## WORK ORDER:
When a line of the records below contains the string "other", copy that whole line.

[Collected data entries]
━━━━━━━━━━━━━━━━━━━━━━━━━━━━━━

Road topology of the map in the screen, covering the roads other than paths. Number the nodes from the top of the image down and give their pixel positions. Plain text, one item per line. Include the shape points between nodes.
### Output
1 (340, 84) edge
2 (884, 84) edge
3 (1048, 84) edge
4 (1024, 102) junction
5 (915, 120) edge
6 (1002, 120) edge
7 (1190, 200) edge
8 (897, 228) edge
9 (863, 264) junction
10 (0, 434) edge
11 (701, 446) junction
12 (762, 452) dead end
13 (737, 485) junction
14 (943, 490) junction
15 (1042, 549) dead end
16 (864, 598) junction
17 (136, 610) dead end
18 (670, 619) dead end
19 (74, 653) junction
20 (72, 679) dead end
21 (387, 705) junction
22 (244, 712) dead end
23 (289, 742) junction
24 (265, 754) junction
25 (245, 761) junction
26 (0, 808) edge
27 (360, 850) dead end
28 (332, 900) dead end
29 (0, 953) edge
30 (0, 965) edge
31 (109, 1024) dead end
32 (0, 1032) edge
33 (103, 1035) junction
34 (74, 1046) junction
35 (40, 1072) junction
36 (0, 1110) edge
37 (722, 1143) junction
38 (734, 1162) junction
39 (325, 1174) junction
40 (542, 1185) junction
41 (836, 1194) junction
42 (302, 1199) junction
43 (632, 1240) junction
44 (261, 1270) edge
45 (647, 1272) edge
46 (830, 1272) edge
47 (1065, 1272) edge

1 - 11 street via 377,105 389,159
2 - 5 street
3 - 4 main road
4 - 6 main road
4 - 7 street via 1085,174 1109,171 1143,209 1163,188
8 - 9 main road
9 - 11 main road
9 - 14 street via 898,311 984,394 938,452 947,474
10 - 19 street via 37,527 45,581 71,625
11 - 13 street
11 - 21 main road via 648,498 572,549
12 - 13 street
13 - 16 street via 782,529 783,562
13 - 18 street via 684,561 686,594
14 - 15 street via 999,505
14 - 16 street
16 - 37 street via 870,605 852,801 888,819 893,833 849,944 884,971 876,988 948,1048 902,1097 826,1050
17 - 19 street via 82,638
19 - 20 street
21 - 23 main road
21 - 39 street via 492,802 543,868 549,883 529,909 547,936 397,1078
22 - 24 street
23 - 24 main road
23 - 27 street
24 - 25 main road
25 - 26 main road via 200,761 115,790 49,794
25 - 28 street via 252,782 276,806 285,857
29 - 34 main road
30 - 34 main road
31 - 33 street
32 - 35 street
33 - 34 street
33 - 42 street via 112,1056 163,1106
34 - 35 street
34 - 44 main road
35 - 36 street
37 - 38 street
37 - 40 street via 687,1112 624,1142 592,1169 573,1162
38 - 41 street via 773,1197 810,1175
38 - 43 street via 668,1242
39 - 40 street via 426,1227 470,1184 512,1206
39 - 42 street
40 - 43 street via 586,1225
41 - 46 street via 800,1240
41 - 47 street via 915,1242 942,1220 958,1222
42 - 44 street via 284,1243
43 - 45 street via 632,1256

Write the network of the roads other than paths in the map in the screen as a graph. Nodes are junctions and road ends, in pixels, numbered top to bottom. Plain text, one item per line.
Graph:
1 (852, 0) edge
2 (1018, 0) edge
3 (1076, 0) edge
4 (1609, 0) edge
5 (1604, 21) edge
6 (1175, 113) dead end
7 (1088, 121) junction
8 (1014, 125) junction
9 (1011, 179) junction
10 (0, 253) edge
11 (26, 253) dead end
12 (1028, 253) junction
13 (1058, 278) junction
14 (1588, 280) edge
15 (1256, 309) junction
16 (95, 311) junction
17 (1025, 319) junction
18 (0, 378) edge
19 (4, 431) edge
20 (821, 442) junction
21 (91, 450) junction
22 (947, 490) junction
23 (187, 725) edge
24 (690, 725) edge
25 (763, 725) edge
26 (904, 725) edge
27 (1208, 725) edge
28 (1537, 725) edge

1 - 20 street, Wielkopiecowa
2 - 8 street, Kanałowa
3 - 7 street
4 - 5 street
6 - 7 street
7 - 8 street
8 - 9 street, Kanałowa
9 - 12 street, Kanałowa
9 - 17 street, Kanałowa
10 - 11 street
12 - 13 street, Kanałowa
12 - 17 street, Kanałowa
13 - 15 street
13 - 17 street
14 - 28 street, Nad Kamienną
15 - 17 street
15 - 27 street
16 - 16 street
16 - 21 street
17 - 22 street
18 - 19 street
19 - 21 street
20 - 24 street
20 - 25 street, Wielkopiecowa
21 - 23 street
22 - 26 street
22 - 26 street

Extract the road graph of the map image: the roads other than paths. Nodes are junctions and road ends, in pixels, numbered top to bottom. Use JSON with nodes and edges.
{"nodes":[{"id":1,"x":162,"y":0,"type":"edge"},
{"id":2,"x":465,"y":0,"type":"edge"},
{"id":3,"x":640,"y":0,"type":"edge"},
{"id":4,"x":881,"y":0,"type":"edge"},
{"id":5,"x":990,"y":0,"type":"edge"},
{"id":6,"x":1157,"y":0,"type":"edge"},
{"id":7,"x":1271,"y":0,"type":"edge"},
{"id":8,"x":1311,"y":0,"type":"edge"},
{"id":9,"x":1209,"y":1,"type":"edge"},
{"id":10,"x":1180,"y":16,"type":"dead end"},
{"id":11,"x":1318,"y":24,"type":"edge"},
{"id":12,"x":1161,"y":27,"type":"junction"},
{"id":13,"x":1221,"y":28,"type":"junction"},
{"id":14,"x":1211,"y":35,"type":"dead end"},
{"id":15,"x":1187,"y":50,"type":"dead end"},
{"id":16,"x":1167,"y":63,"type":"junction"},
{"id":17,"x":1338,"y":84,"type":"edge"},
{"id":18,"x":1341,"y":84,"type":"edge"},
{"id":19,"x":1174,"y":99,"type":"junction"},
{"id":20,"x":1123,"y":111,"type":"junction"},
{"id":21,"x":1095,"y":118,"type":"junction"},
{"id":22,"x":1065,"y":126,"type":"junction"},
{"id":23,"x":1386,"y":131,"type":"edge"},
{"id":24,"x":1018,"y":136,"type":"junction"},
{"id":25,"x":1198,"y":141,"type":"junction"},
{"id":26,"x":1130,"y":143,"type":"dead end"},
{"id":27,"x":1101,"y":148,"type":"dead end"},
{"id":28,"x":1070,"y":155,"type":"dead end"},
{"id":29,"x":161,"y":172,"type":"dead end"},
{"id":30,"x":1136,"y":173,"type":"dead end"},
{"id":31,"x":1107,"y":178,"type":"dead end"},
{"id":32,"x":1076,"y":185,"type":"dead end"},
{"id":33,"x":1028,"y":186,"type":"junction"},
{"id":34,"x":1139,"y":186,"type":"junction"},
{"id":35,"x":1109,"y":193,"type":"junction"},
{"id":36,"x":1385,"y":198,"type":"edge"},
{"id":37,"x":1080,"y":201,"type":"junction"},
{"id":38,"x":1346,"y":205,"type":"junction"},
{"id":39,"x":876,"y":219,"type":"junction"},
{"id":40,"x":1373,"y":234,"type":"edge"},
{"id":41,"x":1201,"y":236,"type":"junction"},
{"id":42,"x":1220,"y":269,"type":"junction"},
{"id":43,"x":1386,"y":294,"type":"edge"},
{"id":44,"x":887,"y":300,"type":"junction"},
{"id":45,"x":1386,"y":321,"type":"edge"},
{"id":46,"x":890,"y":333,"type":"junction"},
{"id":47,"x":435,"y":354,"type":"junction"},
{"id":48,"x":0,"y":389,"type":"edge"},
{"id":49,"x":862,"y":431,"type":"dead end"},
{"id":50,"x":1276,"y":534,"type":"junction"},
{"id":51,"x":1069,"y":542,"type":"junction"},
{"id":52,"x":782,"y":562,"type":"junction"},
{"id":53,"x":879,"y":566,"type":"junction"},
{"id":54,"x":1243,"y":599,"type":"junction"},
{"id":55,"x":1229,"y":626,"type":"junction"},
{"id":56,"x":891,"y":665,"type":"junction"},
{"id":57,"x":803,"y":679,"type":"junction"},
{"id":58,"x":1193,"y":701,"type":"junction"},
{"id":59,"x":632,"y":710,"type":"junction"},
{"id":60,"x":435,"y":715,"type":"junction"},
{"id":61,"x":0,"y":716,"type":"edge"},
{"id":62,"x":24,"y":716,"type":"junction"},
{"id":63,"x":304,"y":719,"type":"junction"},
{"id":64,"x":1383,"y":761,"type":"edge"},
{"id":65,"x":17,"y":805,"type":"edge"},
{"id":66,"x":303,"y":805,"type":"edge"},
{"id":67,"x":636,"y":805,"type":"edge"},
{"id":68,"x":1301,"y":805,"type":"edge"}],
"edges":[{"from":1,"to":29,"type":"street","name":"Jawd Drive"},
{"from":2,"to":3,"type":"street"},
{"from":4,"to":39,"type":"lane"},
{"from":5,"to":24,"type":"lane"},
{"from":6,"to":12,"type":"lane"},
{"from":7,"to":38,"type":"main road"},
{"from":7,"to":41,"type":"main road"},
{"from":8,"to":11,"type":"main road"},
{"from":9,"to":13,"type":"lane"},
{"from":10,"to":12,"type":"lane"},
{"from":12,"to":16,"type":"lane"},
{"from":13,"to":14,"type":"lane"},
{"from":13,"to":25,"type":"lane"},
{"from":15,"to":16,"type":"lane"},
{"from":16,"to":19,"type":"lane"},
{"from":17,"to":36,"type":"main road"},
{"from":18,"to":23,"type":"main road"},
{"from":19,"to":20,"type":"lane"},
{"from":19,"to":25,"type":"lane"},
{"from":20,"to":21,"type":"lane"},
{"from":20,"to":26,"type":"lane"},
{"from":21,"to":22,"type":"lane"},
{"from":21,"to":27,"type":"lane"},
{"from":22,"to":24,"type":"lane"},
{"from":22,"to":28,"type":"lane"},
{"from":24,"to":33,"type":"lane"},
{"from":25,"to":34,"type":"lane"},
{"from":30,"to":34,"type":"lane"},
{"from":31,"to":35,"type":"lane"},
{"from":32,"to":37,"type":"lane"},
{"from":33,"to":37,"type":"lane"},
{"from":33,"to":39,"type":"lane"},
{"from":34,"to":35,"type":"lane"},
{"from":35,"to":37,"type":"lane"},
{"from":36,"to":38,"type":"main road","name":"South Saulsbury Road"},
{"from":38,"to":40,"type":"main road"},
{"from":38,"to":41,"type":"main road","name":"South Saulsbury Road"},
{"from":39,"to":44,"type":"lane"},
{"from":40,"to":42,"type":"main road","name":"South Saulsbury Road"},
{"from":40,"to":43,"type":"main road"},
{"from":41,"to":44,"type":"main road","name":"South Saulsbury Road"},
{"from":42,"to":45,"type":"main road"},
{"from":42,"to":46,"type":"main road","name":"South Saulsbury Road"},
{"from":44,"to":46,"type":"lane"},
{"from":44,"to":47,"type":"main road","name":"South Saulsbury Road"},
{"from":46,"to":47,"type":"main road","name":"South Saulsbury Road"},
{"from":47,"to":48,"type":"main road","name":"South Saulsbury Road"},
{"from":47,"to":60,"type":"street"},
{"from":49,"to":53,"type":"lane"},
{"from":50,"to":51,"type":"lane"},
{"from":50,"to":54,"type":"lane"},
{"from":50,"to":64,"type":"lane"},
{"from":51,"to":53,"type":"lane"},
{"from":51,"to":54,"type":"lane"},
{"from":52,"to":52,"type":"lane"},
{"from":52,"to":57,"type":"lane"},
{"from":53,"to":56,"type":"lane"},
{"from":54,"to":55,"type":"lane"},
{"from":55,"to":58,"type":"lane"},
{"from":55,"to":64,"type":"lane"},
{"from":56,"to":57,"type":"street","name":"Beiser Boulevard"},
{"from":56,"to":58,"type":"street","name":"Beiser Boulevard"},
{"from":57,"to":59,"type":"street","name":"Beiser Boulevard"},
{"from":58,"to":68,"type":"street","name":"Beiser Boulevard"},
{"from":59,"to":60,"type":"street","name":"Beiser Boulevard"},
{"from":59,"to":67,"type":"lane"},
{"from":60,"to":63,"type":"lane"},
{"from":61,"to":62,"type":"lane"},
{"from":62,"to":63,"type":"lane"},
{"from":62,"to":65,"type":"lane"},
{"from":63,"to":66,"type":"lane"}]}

━━━━━━━━━━━━━━━━━━━━━━━━━━━━━━

## SOLUTION TO THE PROBLEM:
Road topology of the map in the screen, covering the roads other than paths. Number the nodes from the top of the image down and give their pixel positions. Plain text, one item per line. Include the shape points between nodes.
Write the network of the roads other than paths in the map in the screen as a graph. Nodes are junctions and road ends, in pixels, numbered top to bottom. Plain text, one item per line.
Extract the road graph of the map image: the roads other than paths. Nodes are junctions and road ends, in pixels, numbered top to bottom. Use JSON with nodes and edges.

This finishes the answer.